Particle Physics and Astronomy Research Council
Swindon, U.K.

Press Contacts

Peter Barratt, PPARC Press Office
Tel: 01793 442025
Email:

Gill Ormrod, PPARC Press Office
Tel: 01793 442012
Email:


4 November 2004

Crunch, squelch or splash?

Titan still offers all possibilities for the Huygens probe landing

The prospect of the Huygens probe landing on a hard, soft or liquid surface when
it lands on Titan next January still remain following further analysis of data
taken during the Cassini mother ship's closest encounter with Saturn's largest
moon during its fly-by on 26th October.

Commenting on the latest data results and implications for the Huygens probe
Mark Leese of the Open University, Programme Manager for Science Surface Package
[SSP] instruments that will unravel the mysteries of Titan said: "It's
interesting that all of the possible landing scenarios that we envisaged -- a
hard crunch onto ice, a softer squelch into solid organics or a splash-down on a
liquid hydrocarbon lake -- still seem to exist on Titan."

Leese added, "A first look at the measurements of Titan's atmosphere during the
fly-by suggest that the "Atmosphere Model" we developed and used to design the
Huygens probe is valid and all looks good for the probe release on Christmas day
and descent to the surface on 14th January 2005."

Further analysis of Titan's upper atmosphere, the thermosphere, has revealed a
strange brew as Dr Ingo Mueller-Wodarg of Imperial College London explained,
"Our instrument, the Ion Neutral Mass Spectrometer (INMS), made in-situ
measurements of atmospheric gases in Titan's upper atmosphere and found a potent
cocktail of nitrogen and methane, stirred up with signatures of hydrogen and
other hydrocarbons.
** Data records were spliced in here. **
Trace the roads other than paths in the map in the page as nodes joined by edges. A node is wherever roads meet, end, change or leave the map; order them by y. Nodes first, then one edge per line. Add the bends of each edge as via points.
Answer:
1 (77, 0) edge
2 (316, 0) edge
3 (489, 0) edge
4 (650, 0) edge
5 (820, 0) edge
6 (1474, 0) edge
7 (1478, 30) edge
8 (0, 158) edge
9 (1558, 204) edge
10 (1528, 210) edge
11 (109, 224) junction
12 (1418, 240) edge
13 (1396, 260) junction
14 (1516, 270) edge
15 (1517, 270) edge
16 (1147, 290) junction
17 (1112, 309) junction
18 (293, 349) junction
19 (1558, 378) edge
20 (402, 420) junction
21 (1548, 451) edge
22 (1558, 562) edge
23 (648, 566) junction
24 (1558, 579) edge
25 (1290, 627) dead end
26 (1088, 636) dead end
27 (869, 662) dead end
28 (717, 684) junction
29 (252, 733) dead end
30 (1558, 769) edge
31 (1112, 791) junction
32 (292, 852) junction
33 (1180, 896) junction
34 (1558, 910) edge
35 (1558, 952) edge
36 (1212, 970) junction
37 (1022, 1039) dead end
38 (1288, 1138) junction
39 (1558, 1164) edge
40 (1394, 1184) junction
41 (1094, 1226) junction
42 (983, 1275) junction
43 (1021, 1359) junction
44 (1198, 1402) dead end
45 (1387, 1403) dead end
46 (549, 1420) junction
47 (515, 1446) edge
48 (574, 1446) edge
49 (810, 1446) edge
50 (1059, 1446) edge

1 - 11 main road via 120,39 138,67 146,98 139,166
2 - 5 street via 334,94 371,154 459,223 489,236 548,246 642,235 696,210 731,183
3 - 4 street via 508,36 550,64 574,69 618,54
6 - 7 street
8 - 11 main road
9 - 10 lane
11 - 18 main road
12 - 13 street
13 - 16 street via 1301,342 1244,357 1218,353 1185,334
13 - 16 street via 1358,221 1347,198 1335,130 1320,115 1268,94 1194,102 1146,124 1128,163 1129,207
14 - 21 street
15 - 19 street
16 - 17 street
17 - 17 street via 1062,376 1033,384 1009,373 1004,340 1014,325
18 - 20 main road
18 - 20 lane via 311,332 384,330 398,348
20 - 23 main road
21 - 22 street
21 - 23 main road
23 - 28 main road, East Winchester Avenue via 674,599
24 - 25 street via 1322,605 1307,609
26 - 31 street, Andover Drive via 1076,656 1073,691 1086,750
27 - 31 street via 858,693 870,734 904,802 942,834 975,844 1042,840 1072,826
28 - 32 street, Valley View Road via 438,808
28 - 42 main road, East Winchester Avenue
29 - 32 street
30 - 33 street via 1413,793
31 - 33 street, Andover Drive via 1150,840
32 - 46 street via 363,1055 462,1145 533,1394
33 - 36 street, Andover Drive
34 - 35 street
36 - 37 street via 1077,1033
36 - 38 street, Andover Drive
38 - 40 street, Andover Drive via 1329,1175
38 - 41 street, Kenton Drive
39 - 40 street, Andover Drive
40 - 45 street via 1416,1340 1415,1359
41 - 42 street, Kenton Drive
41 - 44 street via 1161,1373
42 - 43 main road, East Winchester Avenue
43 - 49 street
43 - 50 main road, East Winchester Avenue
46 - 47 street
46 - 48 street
We are now working on a 'Weather Report' for the Huygens
landing in January".

Commenting on the surface characteristics of Titan Professor John Zarnecki of
the Open University, lead scientist for the Huygens SSP said: "The recent
results from the fly-by have started to show us a very diverse and complicated
surface. Titan is geologically active but hasn't yet given up all of its
secrets. Combining the visible images with infrared and RADAR data from this and
future fly-bys should help to clarify the picture -- but the arrival of the
Huygens probe in January will perhaps be the key to unlock these mysteries."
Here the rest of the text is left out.